**THE PROBLEM**
Go through the records and copy each line where the string "hand" occurs.

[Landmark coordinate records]

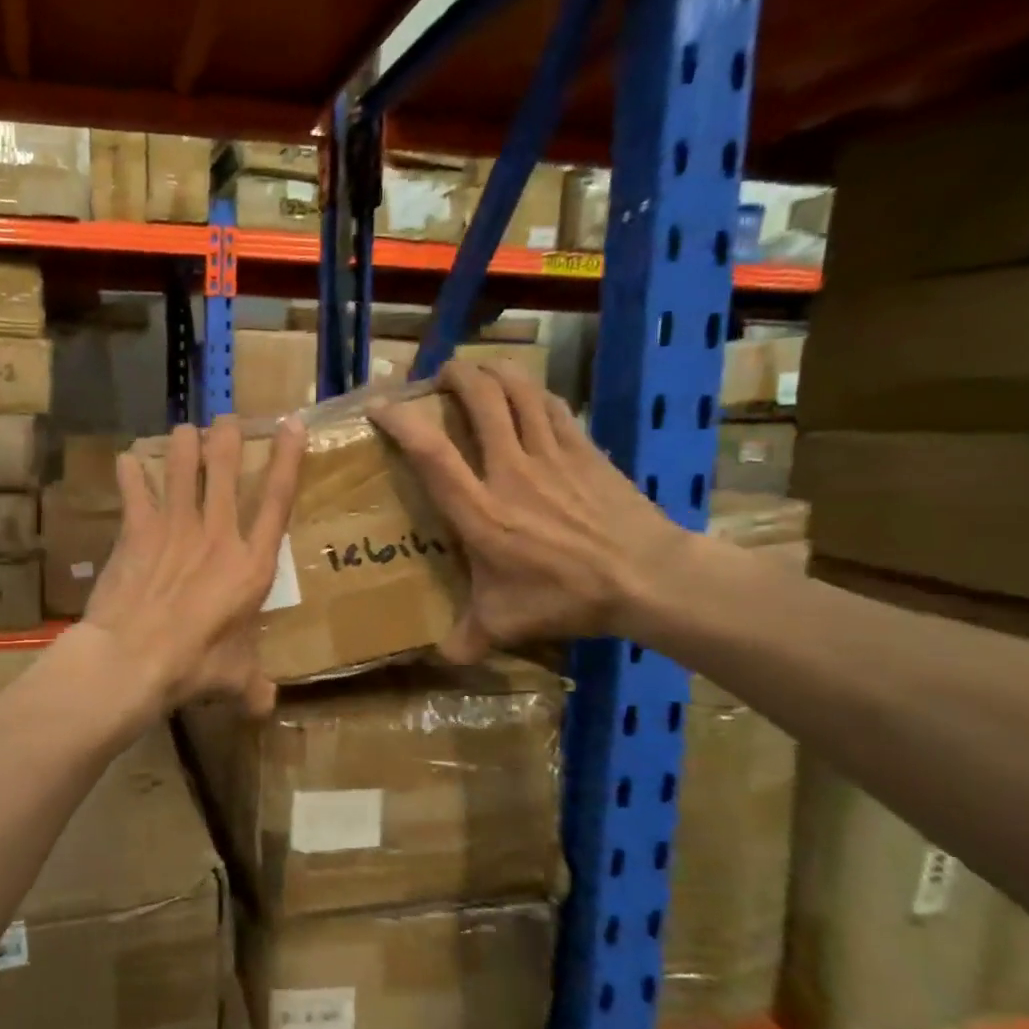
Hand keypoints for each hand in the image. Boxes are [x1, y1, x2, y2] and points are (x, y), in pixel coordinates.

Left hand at [81, 415, 305, 713]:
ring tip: (183, 430)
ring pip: (180, 468)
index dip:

**ANSWER FOR THIS EXERCISE**
Hand keypoints for each hand in the image. Boxes are [x1, y1, x2, y2] and points are (x, y), in pixel coordinates.
Left hand at [81, 415, 305, 713]:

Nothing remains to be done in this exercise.